- **Assigned task**: Write the entries below again, precisely as they appear.

- **Records from a data source**:
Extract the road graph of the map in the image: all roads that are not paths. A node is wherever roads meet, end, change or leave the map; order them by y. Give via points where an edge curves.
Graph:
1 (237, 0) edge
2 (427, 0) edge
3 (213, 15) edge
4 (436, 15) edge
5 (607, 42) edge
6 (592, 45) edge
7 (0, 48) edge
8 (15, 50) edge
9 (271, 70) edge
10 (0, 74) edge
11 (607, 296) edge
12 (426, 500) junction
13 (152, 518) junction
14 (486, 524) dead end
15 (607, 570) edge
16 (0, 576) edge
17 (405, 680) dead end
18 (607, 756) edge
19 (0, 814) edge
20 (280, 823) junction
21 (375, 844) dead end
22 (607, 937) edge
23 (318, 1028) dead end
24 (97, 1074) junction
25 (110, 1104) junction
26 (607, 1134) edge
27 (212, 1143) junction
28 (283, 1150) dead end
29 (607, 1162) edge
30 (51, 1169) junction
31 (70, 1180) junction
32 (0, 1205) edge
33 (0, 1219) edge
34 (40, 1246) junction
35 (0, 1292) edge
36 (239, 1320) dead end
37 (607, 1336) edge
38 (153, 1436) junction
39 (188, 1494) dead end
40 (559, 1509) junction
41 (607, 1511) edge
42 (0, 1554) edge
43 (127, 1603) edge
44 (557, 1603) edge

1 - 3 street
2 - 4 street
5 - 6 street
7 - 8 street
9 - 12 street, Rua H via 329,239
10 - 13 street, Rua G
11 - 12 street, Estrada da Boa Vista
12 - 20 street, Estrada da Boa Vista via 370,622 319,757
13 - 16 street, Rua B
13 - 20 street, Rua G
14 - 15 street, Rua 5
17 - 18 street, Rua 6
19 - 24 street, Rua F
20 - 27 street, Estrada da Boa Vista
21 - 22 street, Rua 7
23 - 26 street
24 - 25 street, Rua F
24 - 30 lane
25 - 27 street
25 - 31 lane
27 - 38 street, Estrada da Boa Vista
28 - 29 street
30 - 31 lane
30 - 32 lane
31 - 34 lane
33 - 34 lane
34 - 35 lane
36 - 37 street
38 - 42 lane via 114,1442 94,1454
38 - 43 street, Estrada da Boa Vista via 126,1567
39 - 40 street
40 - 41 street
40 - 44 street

- **Task result**:
Extract the road graph of the map in the image: all roads that are not paths. A node is wherever roads meet, end, change or leave the map; order them by y. Give via points where an edge curves.
Graph:
1 (237, 0) edge
2 (427, 0) edge
3 (213, 15) edge
4 (436, 15) edge
5 (607, 42) edge
6 (592, 45) edge
7 (0, 48) edge
8 (15, 50) edge
9 (271, 70) edge
10 (0, 74) edge
11 (607, 296) edge
12 (426, 500) junction
13 (152, 518) junction
14 (486, 524) dead end
15 (607, 570) edge
16 (0, 576) edge
17 (405, 680) dead end
18 (607, 756) edge
19 (0, 814) edge
20 (280, 823) junction
21 (375, 844) dead end
22 (607, 937) edge
23 (318, 1028) dead end
24 (97, 1074) junction
25 (110, 1104) junction
26 (607, 1134) edge
27 (212, 1143) junction
28 (283, 1150) dead end
29 (607, 1162) edge
30 (51, 1169) junction
31 (70, 1180) junction
32 (0, 1205) edge
33 (0, 1219) edge
34 (40, 1246) junction
35 (0, 1292) edge
36 (239, 1320) dead end
37 (607, 1336) edge
38 (153, 1436) junction
39 (188, 1494) dead end
40 (559, 1509) junction
41 (607, 1511) edge
42 (0, 1554) edge
43 (127, 1603) edge
44 (557, 1603) edge

1 - 3 street
2 - 4 street
5 - 6 street
7 - 8 street
9 - 12 street, Rua H via 329,239
10 - 13 street, Rua G
11 - 12 street, Estrada da Boa Vista
12 - 20 street, Estrada da Boa Vista via 370,622 319,757
13 - 16 street, Rua B
13 - 20 street, Rua G
14 - 15 street, Rua 5
17 - 18 street, Rua 6
19 - 24 street, Rua F
20 - 27 street, Estrada da Boa Vista
21 - 22 street, Rua 7
23 - 26 street
24 - 25 street, Rua F
24 - 30 lane
25 - 27 street
25 - 31 lane
27 - 38 street, Estrada da Boa Vista
28 - 29 street
30 - 31 lane
30 - 32 lane
31 - 34 lane
33 - 34 lane
34 - 35 lane
36 - 37 street
38 - 42 lane via 114,1442 94,1454
38 - 43 street, Estrada da Boa Vista via 126,1567
39 - 40 street
40 - 41 street
40 - 44 street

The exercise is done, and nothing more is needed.